### TASK PROMPT
Lines with "than": how many are there in the listing below? Reply with the number only.

### INFORMATION PROVIDED
..............................

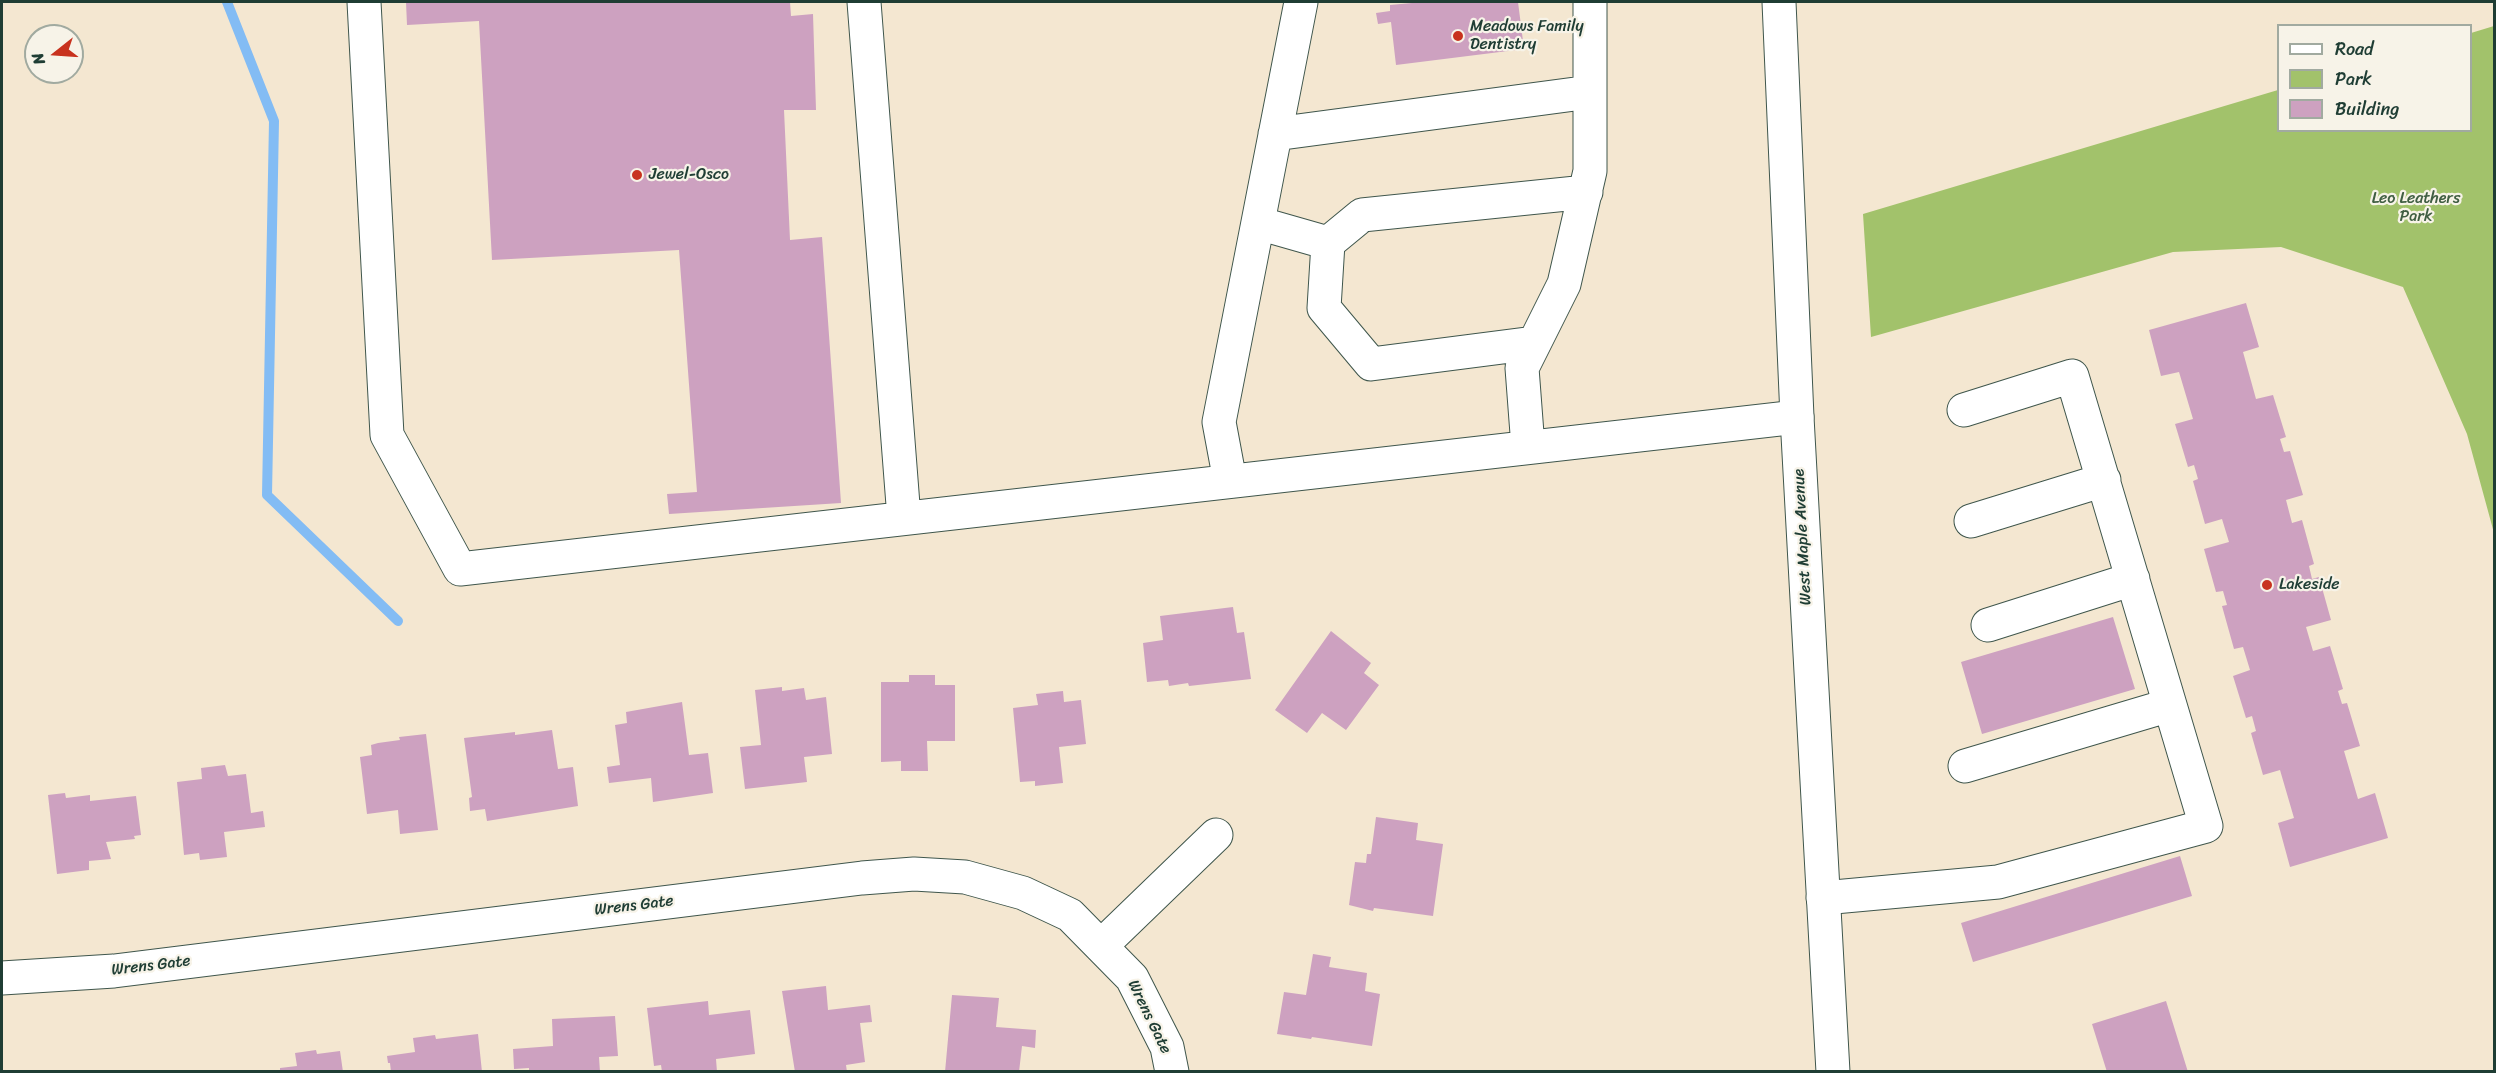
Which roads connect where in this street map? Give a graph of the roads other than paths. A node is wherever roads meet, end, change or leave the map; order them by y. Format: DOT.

..............................

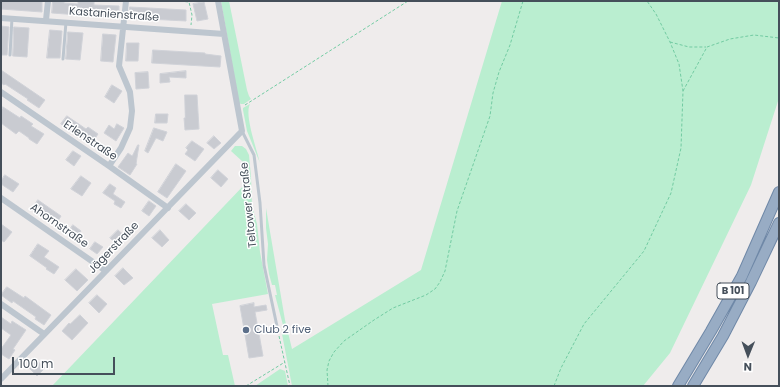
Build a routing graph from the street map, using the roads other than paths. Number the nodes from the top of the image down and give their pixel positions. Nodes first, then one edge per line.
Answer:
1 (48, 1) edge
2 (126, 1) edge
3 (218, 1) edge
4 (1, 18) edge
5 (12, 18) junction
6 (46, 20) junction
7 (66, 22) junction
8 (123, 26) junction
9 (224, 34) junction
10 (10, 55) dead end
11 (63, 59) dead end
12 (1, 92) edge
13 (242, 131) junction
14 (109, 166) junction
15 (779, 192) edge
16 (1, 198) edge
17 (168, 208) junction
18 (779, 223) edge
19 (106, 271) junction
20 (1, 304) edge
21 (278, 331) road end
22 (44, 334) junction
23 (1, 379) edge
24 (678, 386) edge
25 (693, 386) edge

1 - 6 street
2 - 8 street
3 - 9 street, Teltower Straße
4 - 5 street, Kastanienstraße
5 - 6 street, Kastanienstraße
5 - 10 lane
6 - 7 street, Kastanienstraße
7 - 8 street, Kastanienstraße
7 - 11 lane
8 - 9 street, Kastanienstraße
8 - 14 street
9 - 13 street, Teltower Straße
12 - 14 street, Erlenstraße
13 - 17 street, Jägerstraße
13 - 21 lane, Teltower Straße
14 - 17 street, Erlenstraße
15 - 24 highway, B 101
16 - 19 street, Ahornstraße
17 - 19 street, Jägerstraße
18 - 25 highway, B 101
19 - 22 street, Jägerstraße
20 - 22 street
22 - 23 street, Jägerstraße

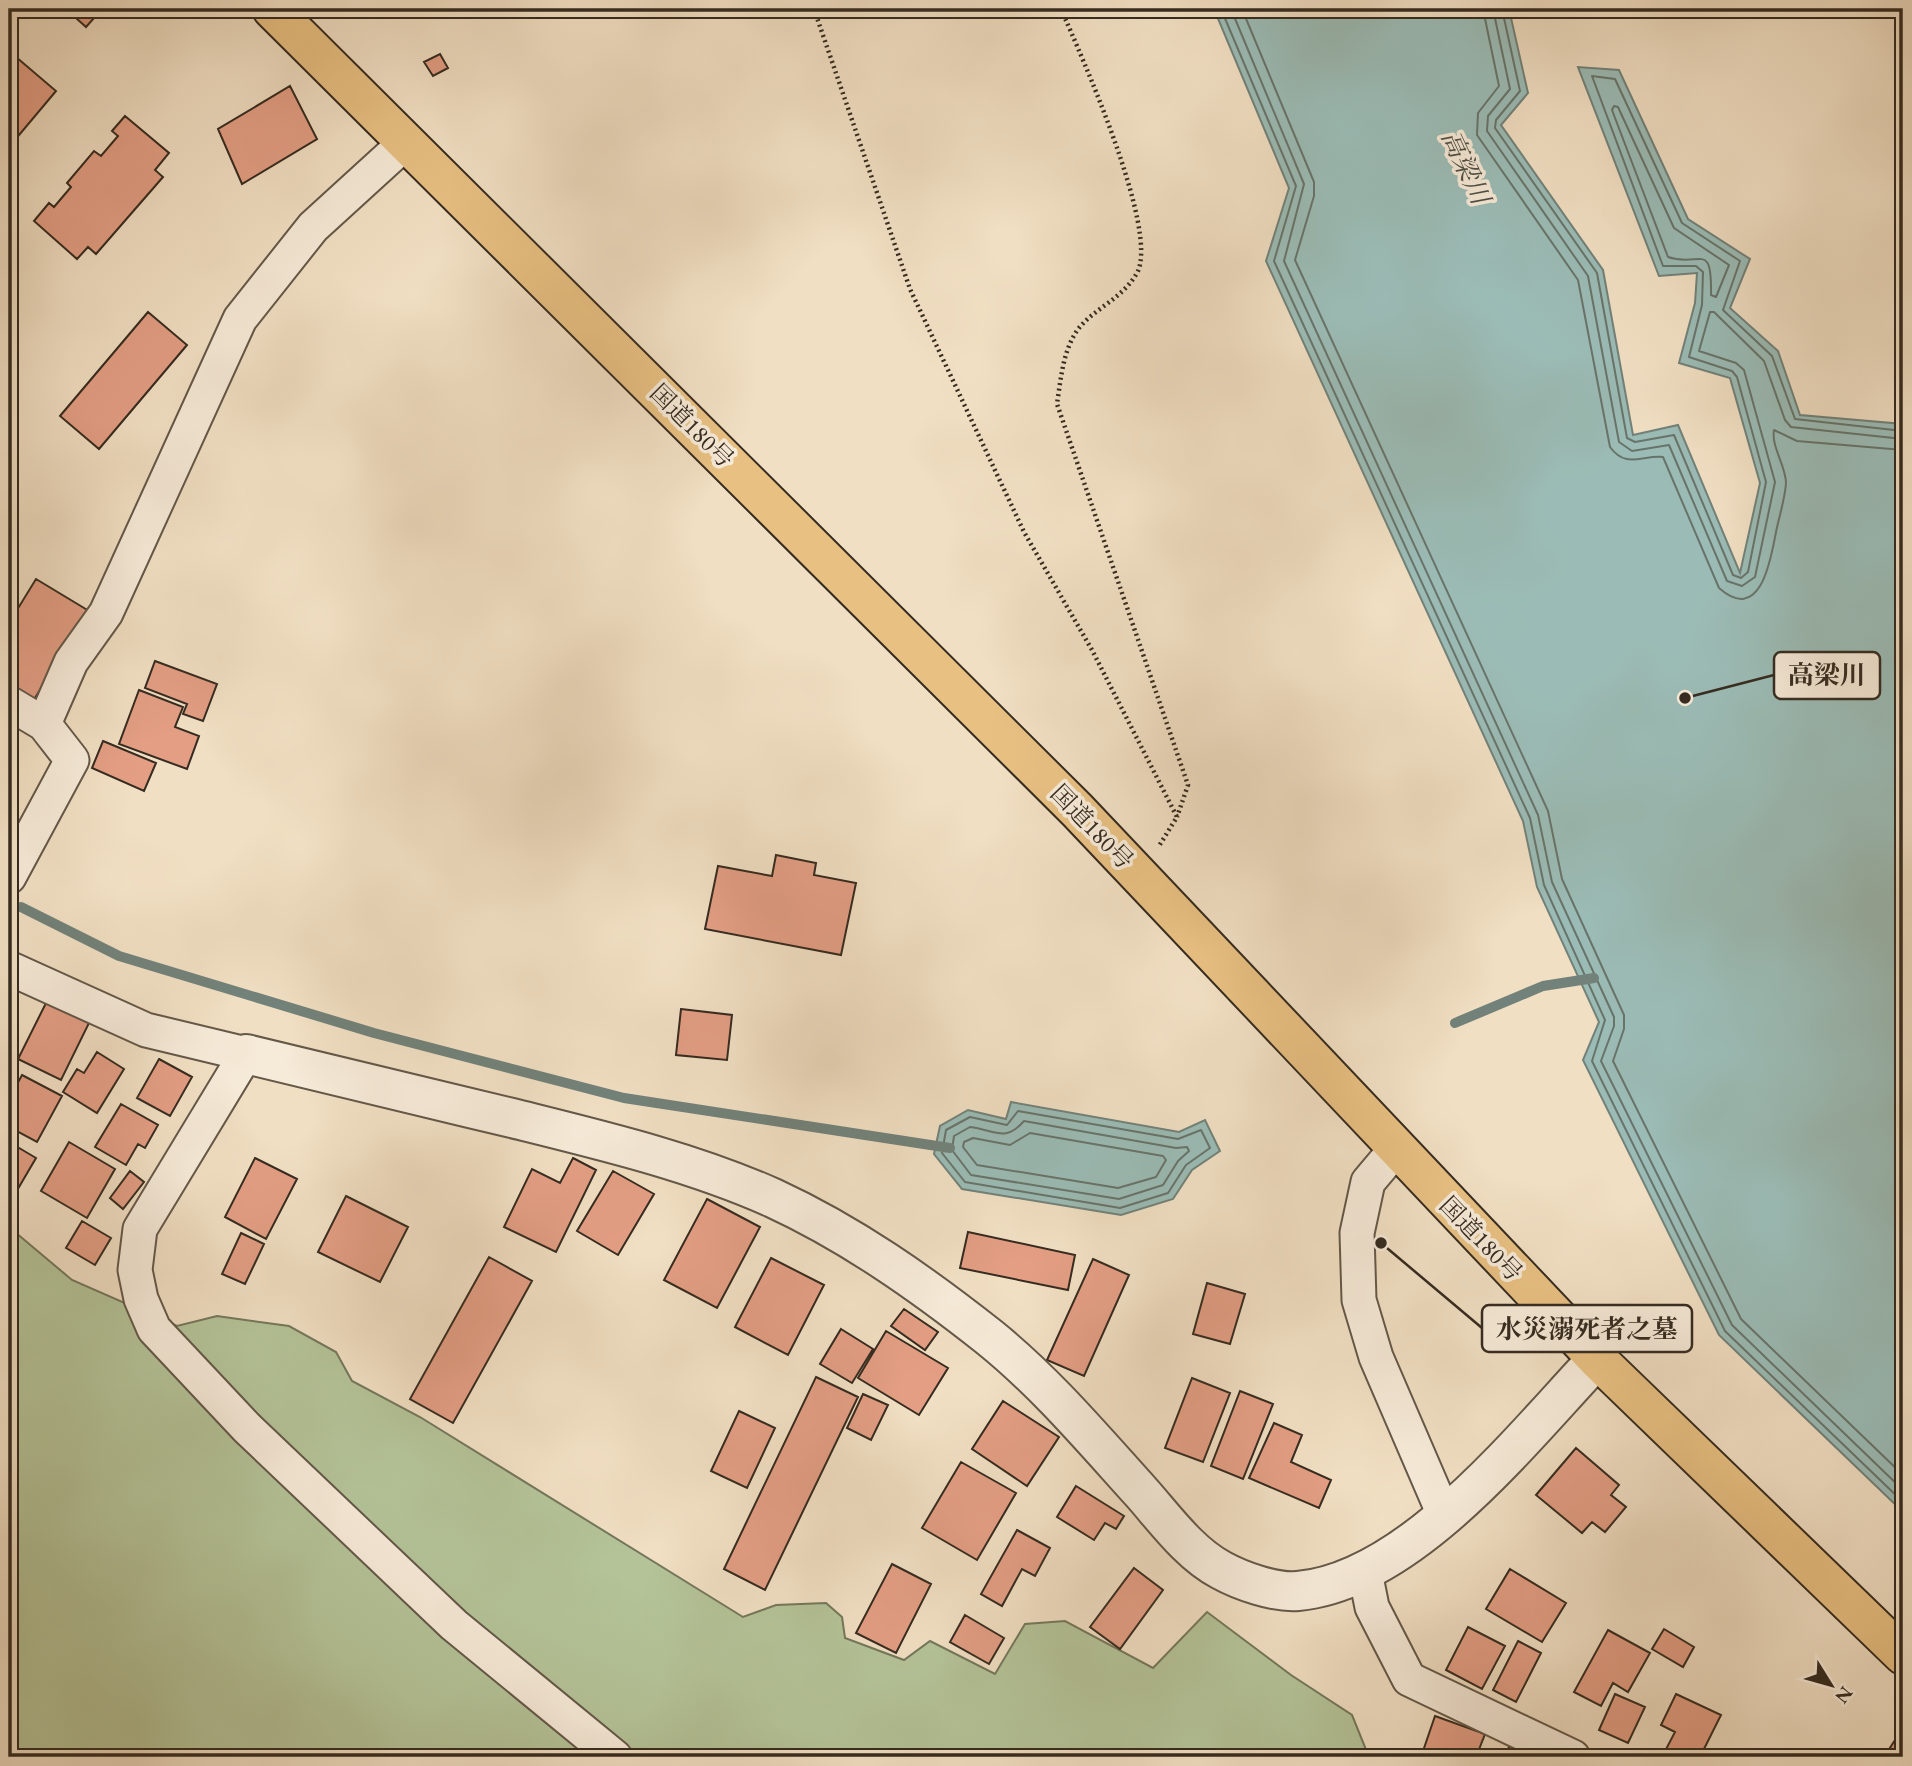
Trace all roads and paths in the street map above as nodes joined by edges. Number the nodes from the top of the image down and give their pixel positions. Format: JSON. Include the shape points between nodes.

..............................

### TASK RESULT
2